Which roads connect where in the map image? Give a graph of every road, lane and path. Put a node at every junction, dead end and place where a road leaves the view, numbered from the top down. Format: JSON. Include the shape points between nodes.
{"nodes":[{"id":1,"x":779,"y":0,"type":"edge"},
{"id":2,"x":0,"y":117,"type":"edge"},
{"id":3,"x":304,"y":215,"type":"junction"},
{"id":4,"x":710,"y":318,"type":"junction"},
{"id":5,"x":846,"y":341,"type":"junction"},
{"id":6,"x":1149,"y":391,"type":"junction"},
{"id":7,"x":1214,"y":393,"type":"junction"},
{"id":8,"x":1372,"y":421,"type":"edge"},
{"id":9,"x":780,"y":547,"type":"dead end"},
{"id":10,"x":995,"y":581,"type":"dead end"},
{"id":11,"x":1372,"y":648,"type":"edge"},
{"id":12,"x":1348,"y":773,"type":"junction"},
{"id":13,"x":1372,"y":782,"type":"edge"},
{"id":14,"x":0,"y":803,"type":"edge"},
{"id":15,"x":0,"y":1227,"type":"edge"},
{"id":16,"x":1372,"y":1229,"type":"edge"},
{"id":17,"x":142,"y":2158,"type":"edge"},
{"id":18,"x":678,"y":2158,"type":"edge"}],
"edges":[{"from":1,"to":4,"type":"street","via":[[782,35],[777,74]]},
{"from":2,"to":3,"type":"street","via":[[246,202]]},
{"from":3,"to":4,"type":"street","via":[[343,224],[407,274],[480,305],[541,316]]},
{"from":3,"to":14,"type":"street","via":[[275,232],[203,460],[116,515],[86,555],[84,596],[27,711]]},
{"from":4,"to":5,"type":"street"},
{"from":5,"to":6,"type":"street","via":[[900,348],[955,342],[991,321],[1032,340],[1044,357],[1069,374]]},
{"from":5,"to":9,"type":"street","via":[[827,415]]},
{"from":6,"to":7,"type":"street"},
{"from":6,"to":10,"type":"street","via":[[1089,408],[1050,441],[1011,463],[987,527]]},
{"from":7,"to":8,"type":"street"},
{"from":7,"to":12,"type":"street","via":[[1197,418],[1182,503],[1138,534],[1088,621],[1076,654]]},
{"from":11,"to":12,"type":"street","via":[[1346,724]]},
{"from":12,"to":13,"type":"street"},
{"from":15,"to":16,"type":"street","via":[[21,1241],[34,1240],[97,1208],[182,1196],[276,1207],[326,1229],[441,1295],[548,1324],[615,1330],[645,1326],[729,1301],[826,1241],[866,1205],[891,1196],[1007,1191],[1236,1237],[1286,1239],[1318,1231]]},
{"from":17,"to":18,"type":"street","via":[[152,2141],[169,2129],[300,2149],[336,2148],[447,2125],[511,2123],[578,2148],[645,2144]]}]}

───

> Task description
Only an exact retyping of the full data will do.

> Written reply
Which roads connect where in the map image? Give a graph of every road, lane and path. Put a node at every junction, dead end and place where a road leaves the view, numbered from the top down. Format: JSON. Include the shape points between nodes.
{"nodes":[{"id":1,"x":779,"y":0,"type":"edge"},
{"id":2,"x":0,"y":117,"type":"edge"},
{"id":3,"x":304,"y":215,"type":"junction"},
{"id":4,"x":710,"y":318,"type":"junction"},
{"id":5,"x":846,"y":341,"type":"junction"},
{"id":6,"x":1149,"y":391,"type":"junction"},
{"id":7,"x":1214,"y":393,"type":"junction"},
{"id":8,"x":1372,"y":421,"type":"edge"},
{"id":9,"x":780,"y":547,"type":"dead end"},
{"id":10,"x":995,"y":581,"type":"dead end"},
{"id":11,"x":1372,"y":648,"type":"edge"},
{"id":12,"x":1348,"y":773,"type":"junction"},
{"id":13,"x":1372,"y":782,"type":"edge"},
{"id":14,"x":0,"y":803,"type":"edge"},
{"id":15,"x":0,"y":1227,"type":"edge"},
{"id":16,"x":1372,"y":1229,"type":"edge"},
{"id":17,"x":142,"y":2158,"type":"edge"},
{"id":18,"x":678,"y":2158,"type":"edge"}],
"edges":[{"from":1,"to":4,"type":"street","via":[[782,35],[777,74]]},
{"from":2,"to":3,"type":"street","via":[[246,202]]},
{"from":3,"to":4,"type":"street","via":[[343,224],[407,274],[480,305],[541,316]]},
{"from":3,"to":14,"type":"street","via":[[275,232],[203,460],[116,515],[86,555],[84,596],[27,711]]},
{"from":4,"to":5,"type":"street"},
{"from":5,"to":6,"type":"street","via":[[900,348],[955,342],[991,321],[1032,340],[1044,357],[1069,374]]},
{"from":5,"to":9,"type":"street","via":[[827,415]]},
{"from":6,"to":7,"type":"street"},
{"from":6,"to":10,"type":"street","via":[[1089,408],[1050,441],[1011,463],[987,527]]},
{"from":7,"to":8,"type":"street"},
{"from":7,"to":12,"type":"street","via":[[1197,418],[1182,503],[1138,534],[1088,621],[1076,654]]},
{"from":11,"to":12,"type":"street","via":[[1346,724]]},
{"from":12,"to":13,"type":"street"},
{"from":15,"to":16,"type":"street","via":[[21,1241],[34,1240],[97,1208],[182,1196],[276,1207],[326,1229],[441,1295],[548,1324],[615,1330],[645,1326],[729,1301],[826,1241],[866,1205],[891,1196],[1007,1191],[1236,1237],[1286,1239],[1318,1231]]},
{"from":17,"to":18,"type":"street","via":[[152,2141],[169,2129],[300,2149],[336,2148],[447,2125],[511,2123],[578,2148],[645,2144]]}]}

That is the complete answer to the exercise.